----- RECORDS FOR PROCESSING

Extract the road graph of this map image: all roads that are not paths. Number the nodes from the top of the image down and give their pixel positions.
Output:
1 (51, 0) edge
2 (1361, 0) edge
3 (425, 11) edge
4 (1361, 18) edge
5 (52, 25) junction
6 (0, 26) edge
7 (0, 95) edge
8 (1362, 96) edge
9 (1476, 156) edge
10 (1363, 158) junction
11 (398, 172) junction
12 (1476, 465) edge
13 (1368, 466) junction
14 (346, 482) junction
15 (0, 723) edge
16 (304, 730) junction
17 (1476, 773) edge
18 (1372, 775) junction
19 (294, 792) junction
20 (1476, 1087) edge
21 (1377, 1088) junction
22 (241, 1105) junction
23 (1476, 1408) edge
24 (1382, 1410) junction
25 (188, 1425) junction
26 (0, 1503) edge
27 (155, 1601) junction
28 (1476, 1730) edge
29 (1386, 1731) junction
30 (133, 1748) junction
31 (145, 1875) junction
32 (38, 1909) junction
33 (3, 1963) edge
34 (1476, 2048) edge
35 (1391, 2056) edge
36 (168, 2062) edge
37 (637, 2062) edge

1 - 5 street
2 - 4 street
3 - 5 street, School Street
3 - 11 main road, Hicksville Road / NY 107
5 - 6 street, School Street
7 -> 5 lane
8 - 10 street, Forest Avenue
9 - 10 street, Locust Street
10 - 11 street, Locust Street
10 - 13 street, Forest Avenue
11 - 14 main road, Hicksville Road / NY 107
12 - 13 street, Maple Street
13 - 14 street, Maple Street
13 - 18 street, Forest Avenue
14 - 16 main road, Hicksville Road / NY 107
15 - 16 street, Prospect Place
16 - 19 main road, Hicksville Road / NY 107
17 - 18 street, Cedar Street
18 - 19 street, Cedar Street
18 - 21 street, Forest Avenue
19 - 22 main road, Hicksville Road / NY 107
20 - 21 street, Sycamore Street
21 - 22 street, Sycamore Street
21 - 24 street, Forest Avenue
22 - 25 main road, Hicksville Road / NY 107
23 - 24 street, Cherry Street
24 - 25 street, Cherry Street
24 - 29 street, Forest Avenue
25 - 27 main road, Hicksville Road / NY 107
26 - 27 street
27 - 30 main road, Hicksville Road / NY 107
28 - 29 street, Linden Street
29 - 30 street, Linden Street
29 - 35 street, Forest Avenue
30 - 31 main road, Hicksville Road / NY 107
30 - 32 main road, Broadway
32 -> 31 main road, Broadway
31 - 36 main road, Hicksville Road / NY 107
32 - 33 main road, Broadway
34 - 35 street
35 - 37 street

----------

● WHAT YOU WILL DO:
All of the records shown above should be reproduced exactly.

● WORKED SOLUTION:
Extract the road graph of this map image: all roads that are not paths. Number the nodes from the top of the image down and give their pixel positions.
Output:
1 (51, 0) edge
2 (1361, 0) edge
3 (425, 11) edge
4 (1361, 18) edge
5 (52, 25) junction
6 (0, 26) edge
7 (0, 95) edge
8 (1362, 96) edge
9 (1476, 156) edge
10 (1363, 158) junction
11 (398, 172) junction
12 (1476, 465) edge
13 (1368, 466) junction
14 (346, 482) junction
15 (0, 723) edge
16 (304, 730) junction
17 (1476, 773) edge
18 (1372, 775) junction
19 (294, 792) junction
20 (1476, 1087) edge
21 (1377, 1088) junction
22 (241, 1105) junction
23 (1476, 1408) edge
24 (1382, 1410) junction
25 (188, 1425) junction
26 (0, 1503) edge
27 (155, 1601) junction
28 (1476, 1730) edge
29 (1386, 1731) junction
30 (133, 1748) junction
31 (145, 1875) junction
32 (38, 1909) junction
33 (3, 1963) edge
34 (1476, 2048) edge
35 (1391, 2056) edge
36 (168, 2062) edge
37 (637, 2062) edge

1 - 5 street
2 - 4 street
3 - 5 street, School Street
3 - 11 main road, Hicksville Road / NY 107
5 - 6 street, School Street
7 -> 5 lane
8 - 10 street, Forest Avenue
9 - 10 street, Locust Street
10 - 11 street, Locust Street
10 - 13 street, Forest Avenue
11 - 14 main road, Hicksville Road / NY 107
12 - 13 street, Maple Street
13 - 14 street, Maple Street
13 - 18 street, Forest Avenue
14 - 16 main road, Hicksville Road / NY 107
15 - 16 street, Prospect Place
16 - 19 main road, Hicksville Road / NY 107
17 - 18 street, Cedar Street
18 - 19 street, Cedar Street
18 - 21 street, Forest Avenue
19 - 22 main road, Hicksville Road / NY 107
20 - 21 street, Sycamore Street
21 - 22 street, Sycamore Street
21 - 24 street, Forest Avenue
22 - 25 main road, Hicksville Road / NY 107
23 - 24 street, Cherry Street
24 - 25 street, Cherry Street
24 - 29 street, Forest Avenue
25 - 27 main road, Hicksville Road / NY 107
26 - 27 street
27 - 30 main road, Hicksville Road / NY 107
28 - 29 street, Linden Street
29 - 30 street, Linden Street
29 - 35 street, Forest Avenue
30 - 31 main road, Hicksville Road / NY 107
30 - 32 main road, Broadway
32 -> 31 main road, Broadway
31 - 36 main road, Hicksville Road / NY 107
32 - 33 main road, Broadway
34 - 35 street
35 - 37 street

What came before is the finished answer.